EXERCISE INSTRUCTIONS - The records are to be copied word for word, and the pictures dropped.

+++ EXERCISE MATERIALS

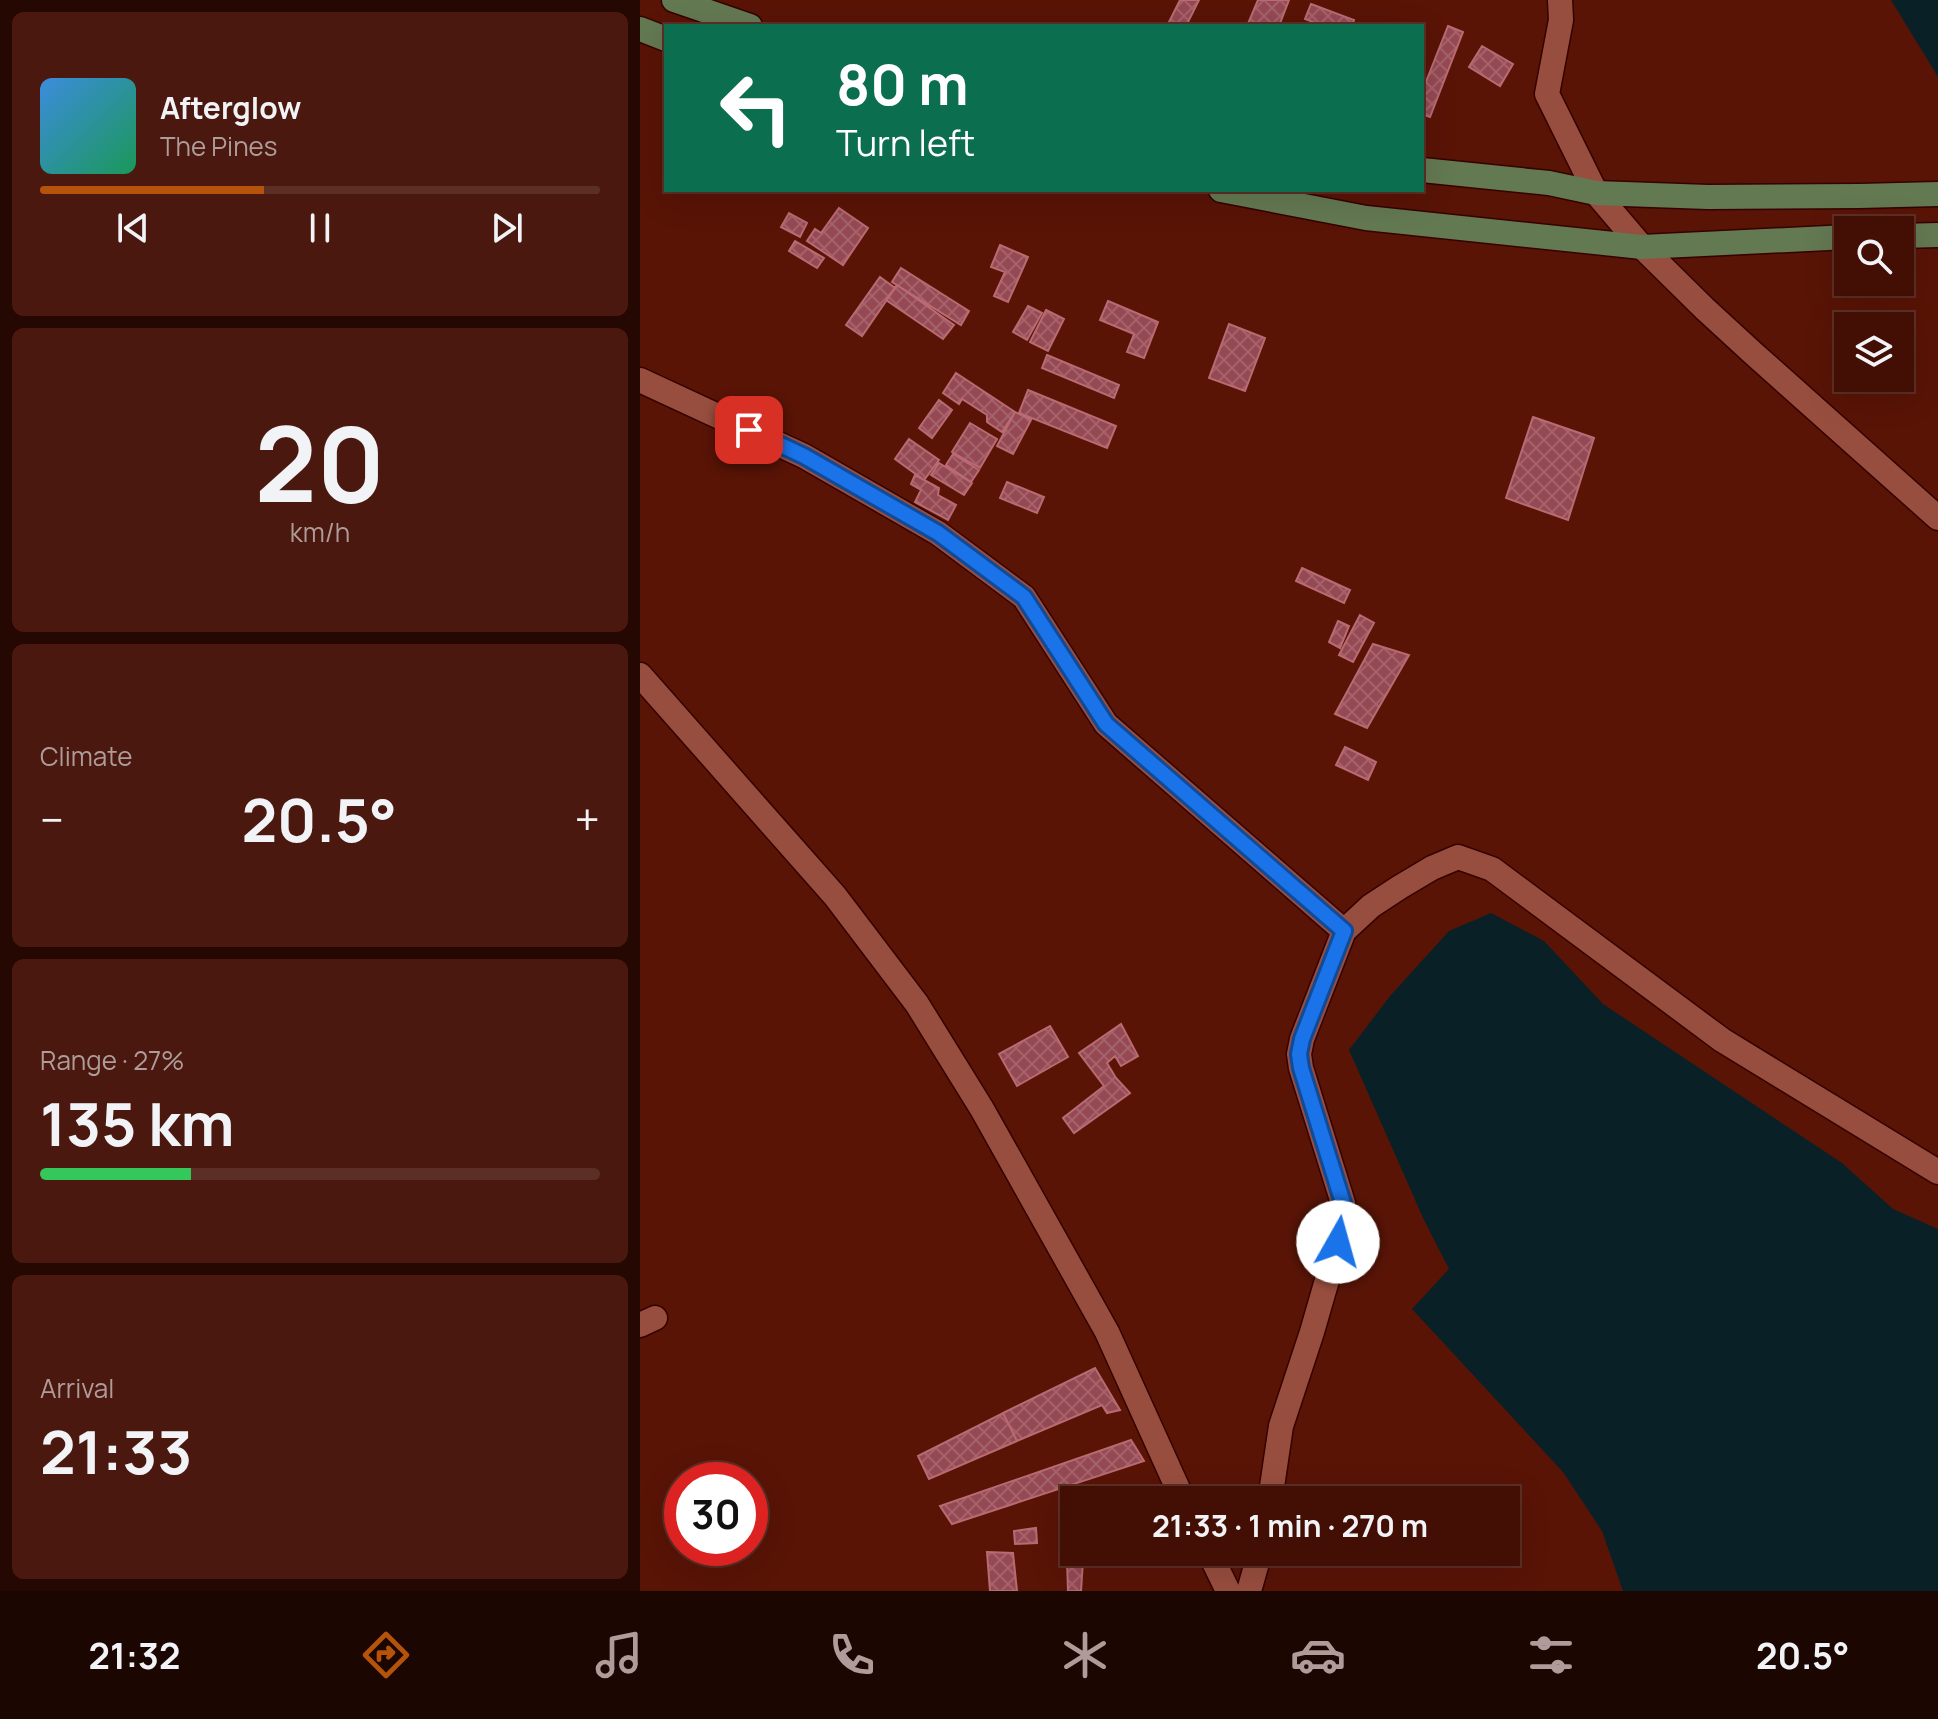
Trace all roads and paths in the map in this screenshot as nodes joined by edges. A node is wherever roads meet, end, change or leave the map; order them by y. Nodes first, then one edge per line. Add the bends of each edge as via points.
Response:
1 (674, 0) edge
2 (1560, 0) edge
3 (744, 24) edge
4 (640, 29) edge
5 (664, 38) edge
6 (1424, 170) edge
7 (1231, 192) edge
8 (1596, 193) junction
9 (1938, 194) edge
10 (1938, 235) edge
11 (1914, 236) edge
12 (1834, 238) edge
13 (1642, 247) junction
14 (640, 380) edge
15 (1938, 518) edge
16 (640, 675) edge
17 (1344, 931) junction
18 (1938, 1172) edge
19 (1177, 1486) edge
20 (1272, 1486) edge
21 (1216, 1566) edge
22 (1256, 1566) edge
23 (1228, 1591) edge
24 (1249, 1591) edge

1 - 3 main road
2 - 8 street via 1547,94
4 - 5 main road
6 - 8 main road
7 - 13 main road via 1366,218
8 - 9 main road
8 - 13 street
10 - 11 main road
12 - 13 main road
13 - 15 street
14 - 17 street via 804,456 938,533 1024,597 1106,724
16 - 19 street via 835,896 917,1004 1107,1332
17 - 18 street via 1400,887 1458,857 1492,869 1722,1040
17 - 20 street via 1299,1054 1343,1203 1338,1242 1281,1426
21 - 23 street
22 - 24 street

++++++

RESULT FOR THIS TASK -
Trace all roads and paths in the map in this screenshot as nodes joined by edges. A node is wherever roads meet, end, change or leave the map; order them by y. Nodes first, then one edge per line. Add the bends of each edge as via points.
Response:
1 (674, 0) edge
2 (1560, 0) edge
3 (744, 24) edge
4 (640, 29) edge
5 (664, 38) edge
6 (1424, 170) edge
7 (1231, 192) edge
8 (1596, 193) junction
9 (1938, 194) edge
10 (1938, 235) edge
11 (1914, 236) edge
12 (1834, 238) edge
13 (1642, 247) junction
14 (640, 380) edge
15 (1938, 518) edge
16 (640, 675) edge
17 (1344, 931) junction
18 (1938, 1172) edge
19 (1177, 1486) edge
20 (1272, 1486) edge
21 (1216, 1566) edge
22 (1256, 1566) edge
23 (1228, 1591) edge
24 (1249, 1591) edge

1 - 3 main road
2 - 8 street via 1547,94
4 - 5 main road
6 - 8 main road
7 - 13 main road via 1366,218
8 - 9 main road
8 - 13 street
10 - 11 main road
12 - 13 main road
13 - 15 street
14 - 17 street via 804,456 938,533 1024,597 1106,724
16 - 19 street via 835,896 917,1004 1107,1332
17 - 18 street via 1400,887 1458,857 1492,869 1722,1040
17 - 20 street via 1299,1054 1343,1203 1338,1242 1281,1426
21 - 23 street
22 - 24 street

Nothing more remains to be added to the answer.